TASK DETAILS:
What lines in this listing contain the string "highway"? Report each one by copying it.

──────── PROVIDED INFORMATION ────────

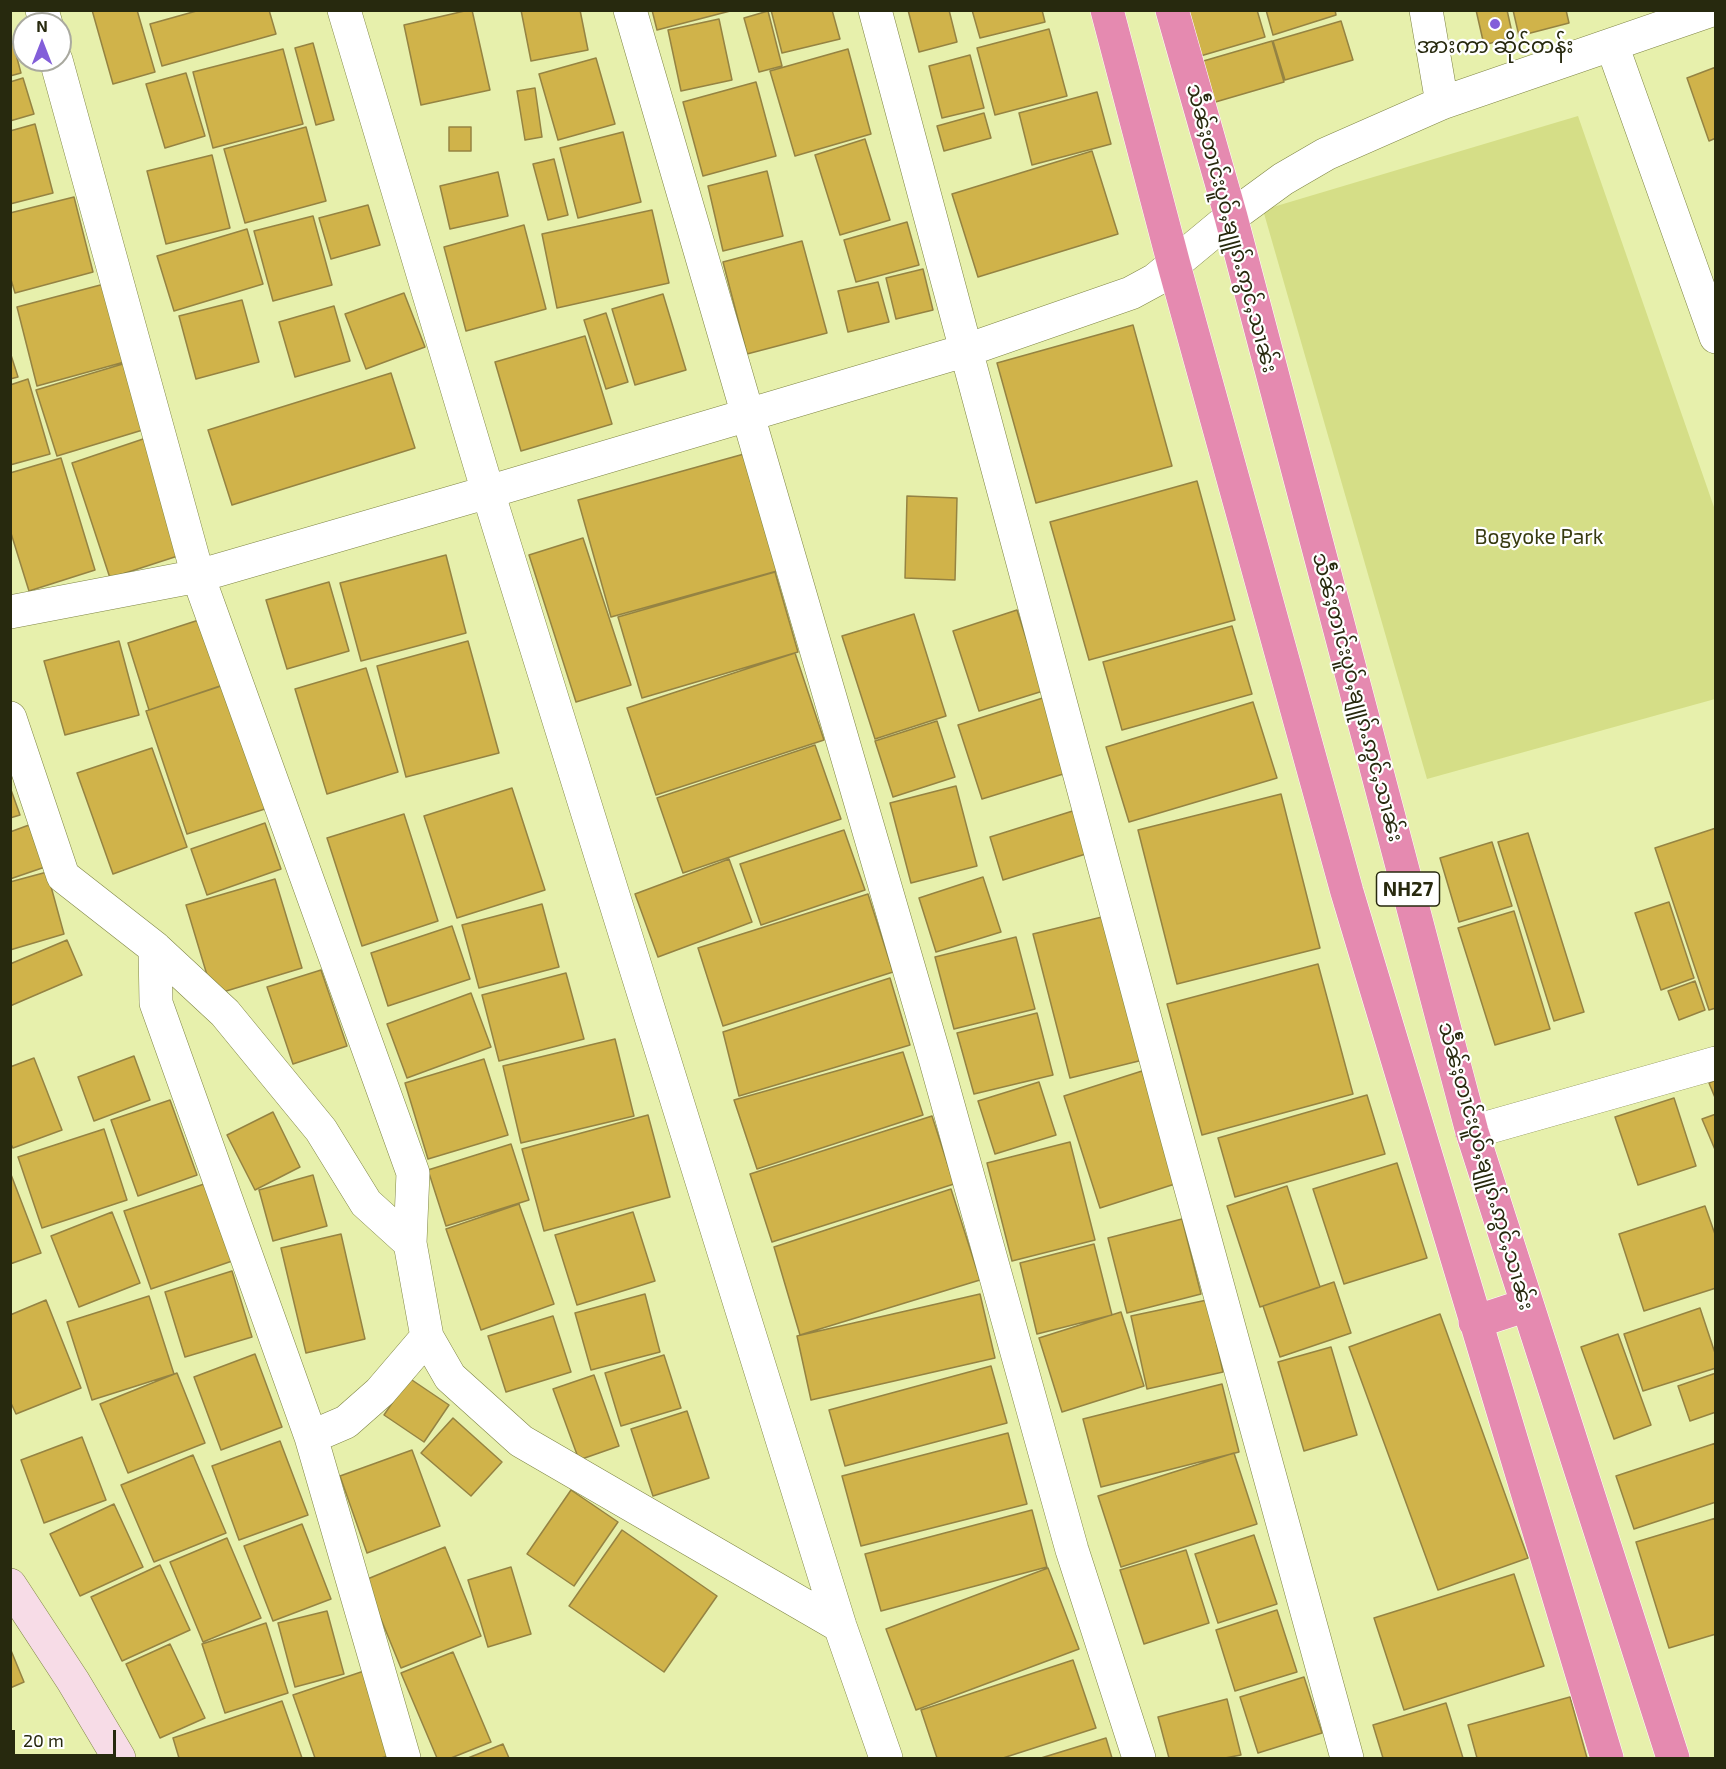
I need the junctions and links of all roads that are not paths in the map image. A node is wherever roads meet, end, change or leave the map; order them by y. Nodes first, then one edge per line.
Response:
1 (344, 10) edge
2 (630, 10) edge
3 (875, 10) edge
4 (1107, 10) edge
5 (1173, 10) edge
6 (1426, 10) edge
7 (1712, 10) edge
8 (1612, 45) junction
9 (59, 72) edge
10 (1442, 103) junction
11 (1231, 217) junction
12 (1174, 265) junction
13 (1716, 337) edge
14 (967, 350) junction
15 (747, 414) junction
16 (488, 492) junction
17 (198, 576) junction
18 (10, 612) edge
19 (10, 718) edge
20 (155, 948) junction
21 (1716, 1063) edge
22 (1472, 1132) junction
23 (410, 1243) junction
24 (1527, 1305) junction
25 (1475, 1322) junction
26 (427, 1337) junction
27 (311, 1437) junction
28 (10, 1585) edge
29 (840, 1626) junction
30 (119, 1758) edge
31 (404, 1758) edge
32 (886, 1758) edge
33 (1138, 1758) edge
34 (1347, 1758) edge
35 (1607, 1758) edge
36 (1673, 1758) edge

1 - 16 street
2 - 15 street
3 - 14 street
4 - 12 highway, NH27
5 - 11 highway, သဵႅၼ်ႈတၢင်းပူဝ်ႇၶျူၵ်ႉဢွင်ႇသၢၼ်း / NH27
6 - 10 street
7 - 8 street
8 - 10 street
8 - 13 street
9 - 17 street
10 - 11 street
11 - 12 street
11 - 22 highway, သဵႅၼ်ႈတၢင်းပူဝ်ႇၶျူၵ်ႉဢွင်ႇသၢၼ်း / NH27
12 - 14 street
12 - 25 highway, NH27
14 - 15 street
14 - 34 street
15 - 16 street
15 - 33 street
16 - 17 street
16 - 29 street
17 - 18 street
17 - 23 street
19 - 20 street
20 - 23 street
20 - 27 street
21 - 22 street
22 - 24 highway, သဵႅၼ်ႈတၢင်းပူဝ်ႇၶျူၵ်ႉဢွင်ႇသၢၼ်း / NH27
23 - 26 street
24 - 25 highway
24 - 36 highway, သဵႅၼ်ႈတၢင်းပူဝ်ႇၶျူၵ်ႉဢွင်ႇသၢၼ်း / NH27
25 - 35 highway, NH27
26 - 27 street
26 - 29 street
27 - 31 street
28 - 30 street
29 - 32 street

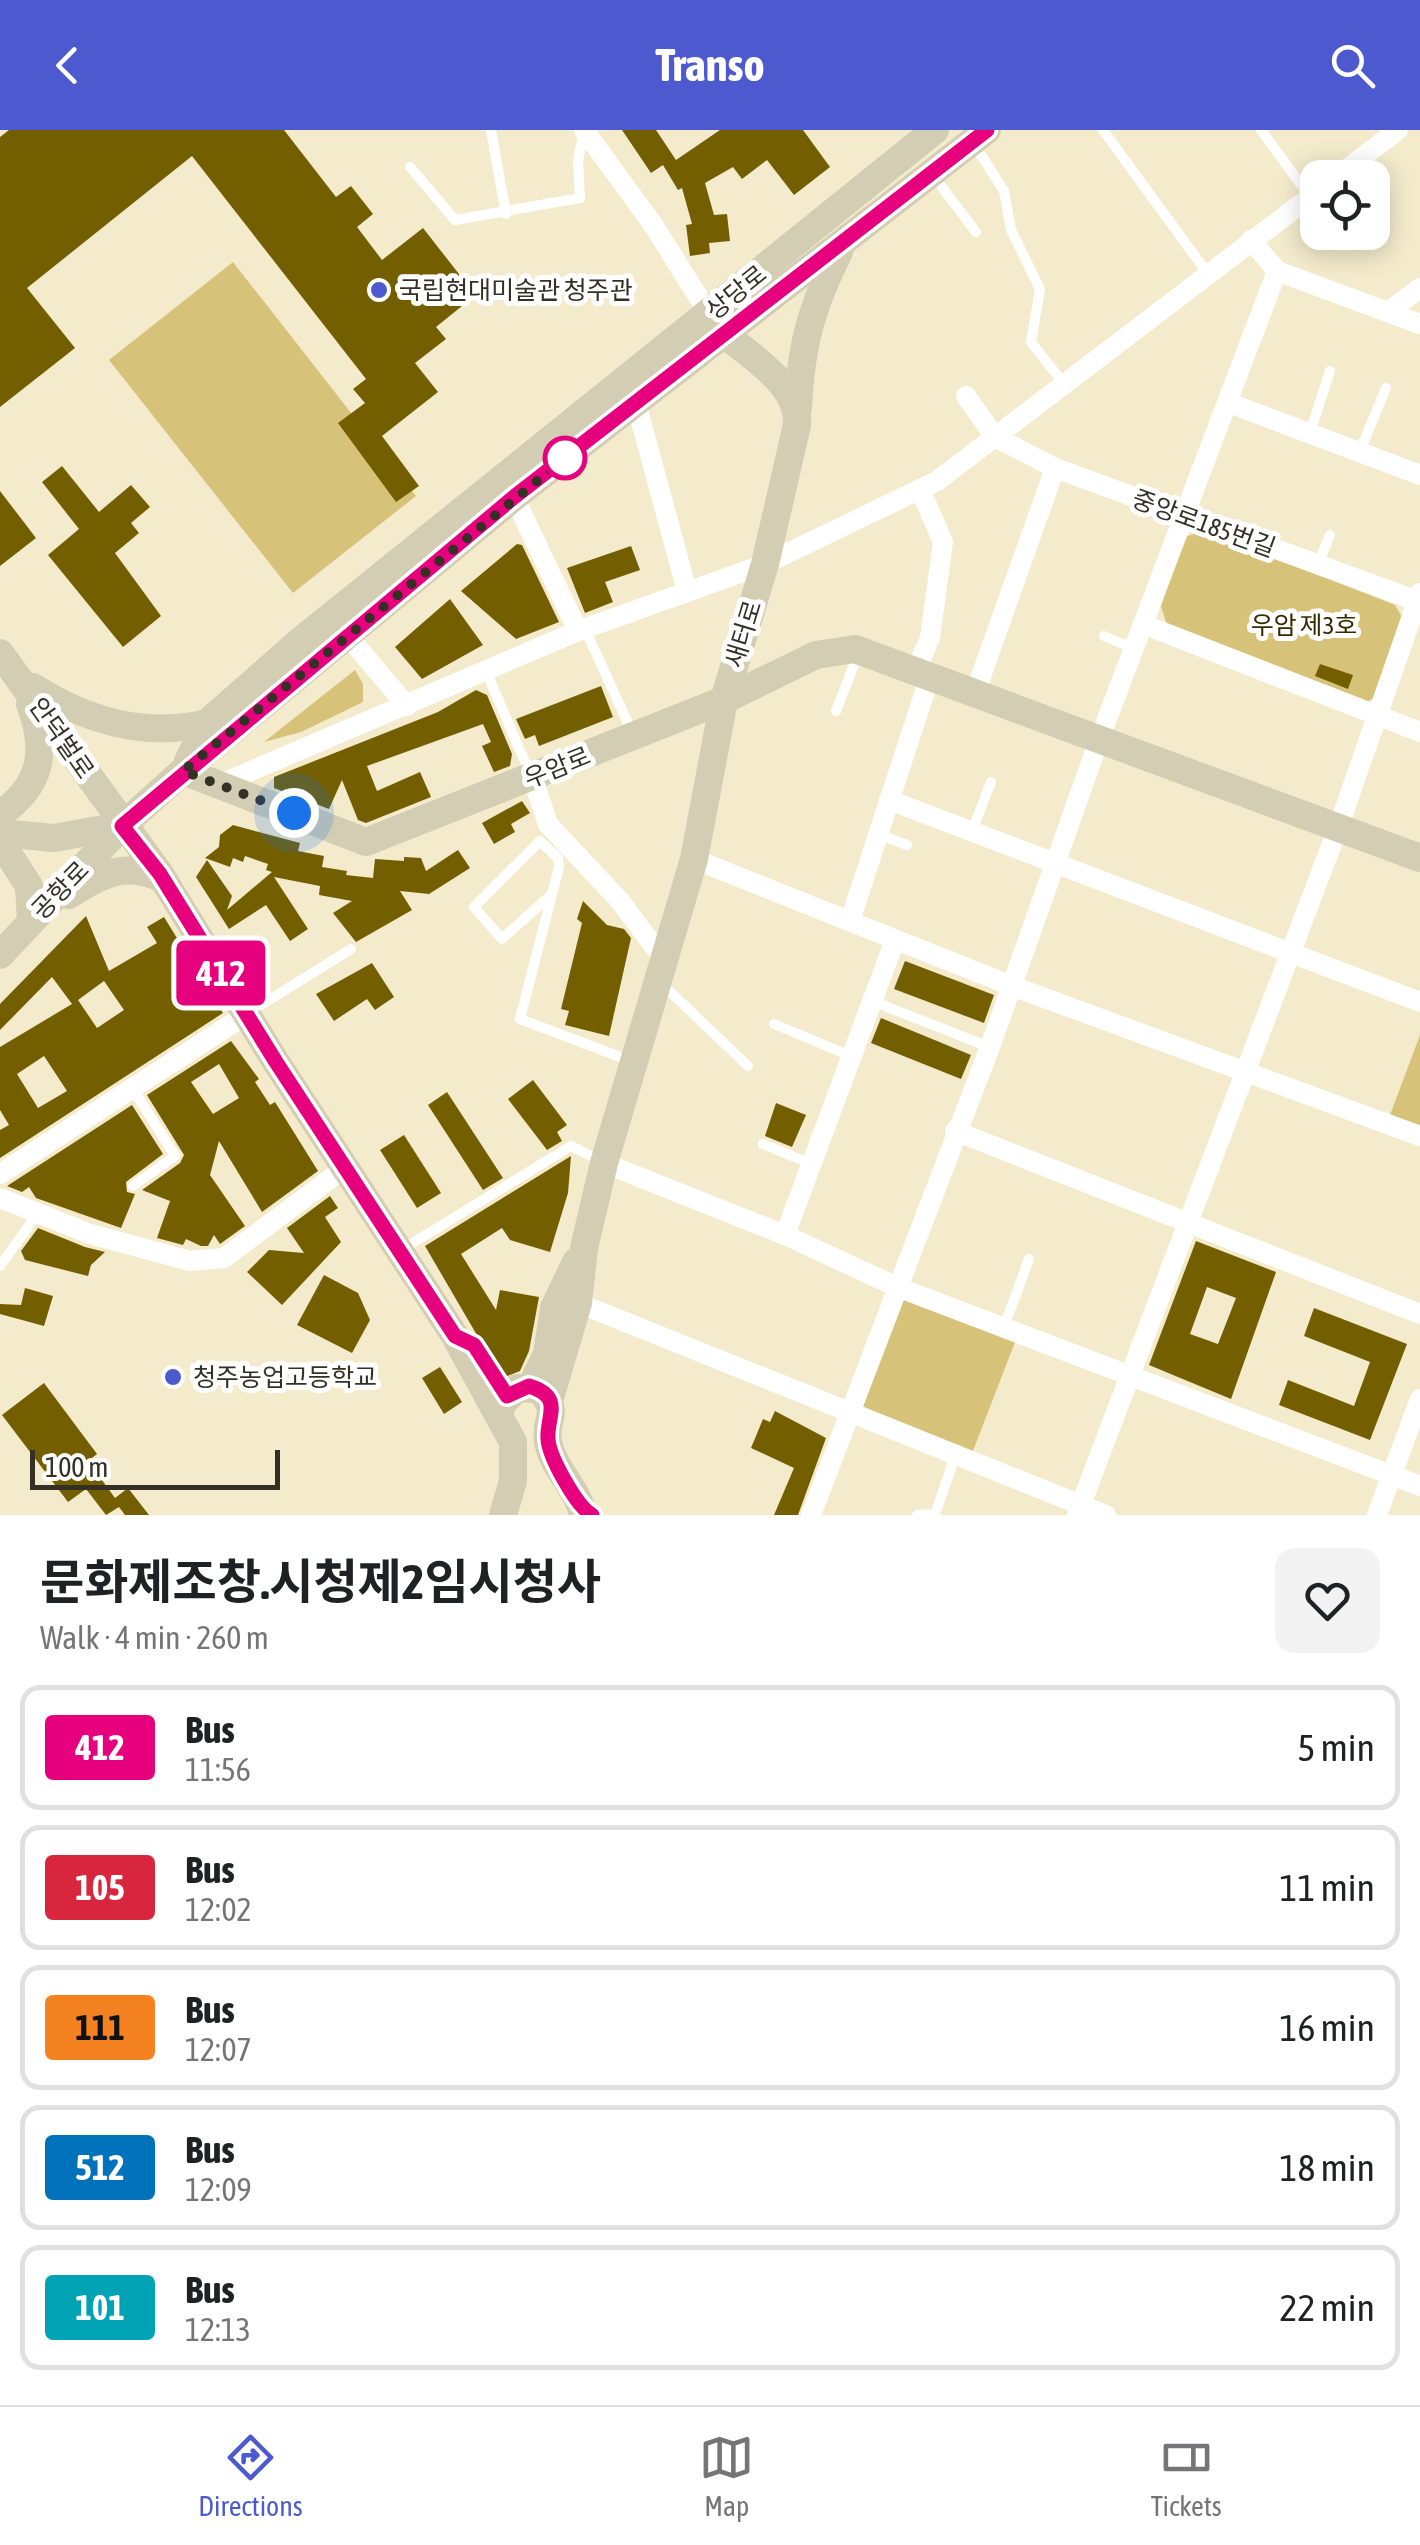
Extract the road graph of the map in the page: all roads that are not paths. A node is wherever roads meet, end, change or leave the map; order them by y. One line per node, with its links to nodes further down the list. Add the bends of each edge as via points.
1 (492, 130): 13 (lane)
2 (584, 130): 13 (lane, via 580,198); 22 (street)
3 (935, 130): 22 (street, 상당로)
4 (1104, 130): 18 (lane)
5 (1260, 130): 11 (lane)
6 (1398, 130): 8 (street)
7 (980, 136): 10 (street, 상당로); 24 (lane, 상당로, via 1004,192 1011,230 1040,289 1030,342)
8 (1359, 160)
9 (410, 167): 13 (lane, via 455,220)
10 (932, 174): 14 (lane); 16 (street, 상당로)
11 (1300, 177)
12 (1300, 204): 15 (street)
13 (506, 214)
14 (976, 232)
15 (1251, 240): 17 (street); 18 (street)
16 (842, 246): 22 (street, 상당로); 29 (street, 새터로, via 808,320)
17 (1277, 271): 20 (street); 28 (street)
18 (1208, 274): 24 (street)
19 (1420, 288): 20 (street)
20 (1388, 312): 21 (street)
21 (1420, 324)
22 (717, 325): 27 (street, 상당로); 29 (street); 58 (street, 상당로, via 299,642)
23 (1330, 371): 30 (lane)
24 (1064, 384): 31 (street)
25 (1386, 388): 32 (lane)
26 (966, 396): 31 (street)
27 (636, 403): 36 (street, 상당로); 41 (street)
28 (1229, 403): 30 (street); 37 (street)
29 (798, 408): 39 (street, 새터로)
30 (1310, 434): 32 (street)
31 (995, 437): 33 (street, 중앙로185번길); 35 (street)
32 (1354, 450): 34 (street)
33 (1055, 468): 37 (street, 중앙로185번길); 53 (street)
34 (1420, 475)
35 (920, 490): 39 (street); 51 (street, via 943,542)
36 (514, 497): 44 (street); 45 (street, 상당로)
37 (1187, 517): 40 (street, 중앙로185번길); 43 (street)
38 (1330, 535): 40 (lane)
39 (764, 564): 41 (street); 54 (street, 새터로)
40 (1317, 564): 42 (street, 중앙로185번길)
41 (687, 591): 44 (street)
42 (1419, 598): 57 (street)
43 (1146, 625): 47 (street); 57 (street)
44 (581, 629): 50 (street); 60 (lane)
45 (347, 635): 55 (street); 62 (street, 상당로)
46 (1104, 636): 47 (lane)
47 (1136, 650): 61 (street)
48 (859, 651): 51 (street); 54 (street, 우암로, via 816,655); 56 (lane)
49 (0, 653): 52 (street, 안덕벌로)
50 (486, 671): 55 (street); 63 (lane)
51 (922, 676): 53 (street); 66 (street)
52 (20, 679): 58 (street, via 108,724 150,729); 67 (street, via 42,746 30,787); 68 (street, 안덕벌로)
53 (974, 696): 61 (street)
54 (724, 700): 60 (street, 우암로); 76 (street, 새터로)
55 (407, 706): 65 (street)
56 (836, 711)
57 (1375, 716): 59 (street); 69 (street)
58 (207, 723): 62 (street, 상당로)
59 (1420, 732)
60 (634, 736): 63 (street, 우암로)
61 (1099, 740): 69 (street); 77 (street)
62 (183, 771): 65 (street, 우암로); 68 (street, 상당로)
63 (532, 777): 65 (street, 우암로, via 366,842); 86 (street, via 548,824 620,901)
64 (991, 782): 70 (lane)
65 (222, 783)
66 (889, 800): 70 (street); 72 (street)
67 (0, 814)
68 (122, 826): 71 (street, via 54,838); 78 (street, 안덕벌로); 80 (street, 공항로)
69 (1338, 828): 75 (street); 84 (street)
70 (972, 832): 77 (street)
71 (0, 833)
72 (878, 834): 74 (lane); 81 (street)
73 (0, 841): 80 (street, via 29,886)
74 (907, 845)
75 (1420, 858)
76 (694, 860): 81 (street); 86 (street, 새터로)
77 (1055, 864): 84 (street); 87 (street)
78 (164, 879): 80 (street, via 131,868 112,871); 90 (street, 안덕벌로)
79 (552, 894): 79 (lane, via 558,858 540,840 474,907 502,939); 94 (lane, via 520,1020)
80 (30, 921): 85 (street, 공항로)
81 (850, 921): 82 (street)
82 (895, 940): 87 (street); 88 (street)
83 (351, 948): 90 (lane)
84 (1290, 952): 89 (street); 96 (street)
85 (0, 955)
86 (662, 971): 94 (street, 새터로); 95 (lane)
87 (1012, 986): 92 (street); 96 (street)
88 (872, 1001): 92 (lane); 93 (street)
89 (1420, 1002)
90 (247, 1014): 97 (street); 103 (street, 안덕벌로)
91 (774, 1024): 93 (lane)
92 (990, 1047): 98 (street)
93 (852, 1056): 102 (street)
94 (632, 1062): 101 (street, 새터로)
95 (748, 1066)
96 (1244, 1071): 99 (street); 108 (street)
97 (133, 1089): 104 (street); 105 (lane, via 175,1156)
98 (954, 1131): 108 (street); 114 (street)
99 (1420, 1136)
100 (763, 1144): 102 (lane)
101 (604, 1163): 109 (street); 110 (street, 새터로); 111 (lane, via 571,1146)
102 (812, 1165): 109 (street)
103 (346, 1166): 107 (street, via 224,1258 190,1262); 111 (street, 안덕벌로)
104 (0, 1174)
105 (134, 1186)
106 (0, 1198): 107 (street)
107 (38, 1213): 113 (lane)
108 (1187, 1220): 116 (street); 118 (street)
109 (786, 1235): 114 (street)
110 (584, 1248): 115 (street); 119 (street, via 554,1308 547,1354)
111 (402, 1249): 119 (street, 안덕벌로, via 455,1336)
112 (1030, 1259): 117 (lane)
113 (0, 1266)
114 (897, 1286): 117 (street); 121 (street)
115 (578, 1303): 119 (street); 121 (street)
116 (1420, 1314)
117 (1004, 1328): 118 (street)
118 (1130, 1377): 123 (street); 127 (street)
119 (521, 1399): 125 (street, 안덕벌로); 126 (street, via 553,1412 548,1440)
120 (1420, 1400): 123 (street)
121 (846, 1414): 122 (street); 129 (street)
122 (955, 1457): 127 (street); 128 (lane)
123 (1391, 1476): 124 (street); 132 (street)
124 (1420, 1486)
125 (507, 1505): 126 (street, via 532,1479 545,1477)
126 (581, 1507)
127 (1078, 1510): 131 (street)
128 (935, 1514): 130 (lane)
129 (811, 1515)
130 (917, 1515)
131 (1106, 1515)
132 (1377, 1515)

────────

ANSWER BOX:
4 - 12 highway, NH27
5 - 11 highway, သဵႅၼ်ႈတၢင်းပူဝ်ႇၶျူၵ်ႉဢွင်ႇသၢၼ်း / NH27
11 - 22 highway, သဵႅၼ်ႈတၢင်းပူဝ်ႇၶျူၵ်ႉဢွင်ႇသၢၼ်း / NH27
12 - 25 highway, NH27
22 - 24 highway, သဵႅၼ်ႈတၢင်းပူဝ်ႇၶျူၵ်ႉဢွင်ႇသၢၼ်း / NH27
24 - 25 highway
24 - 36 highway, သဵႅၼ်ႈတၢင်းပူဝ်ႇၶျူၵ်ႉဢွင်ႇသၢၼ်း / NH27
25 - 35 highway, NH27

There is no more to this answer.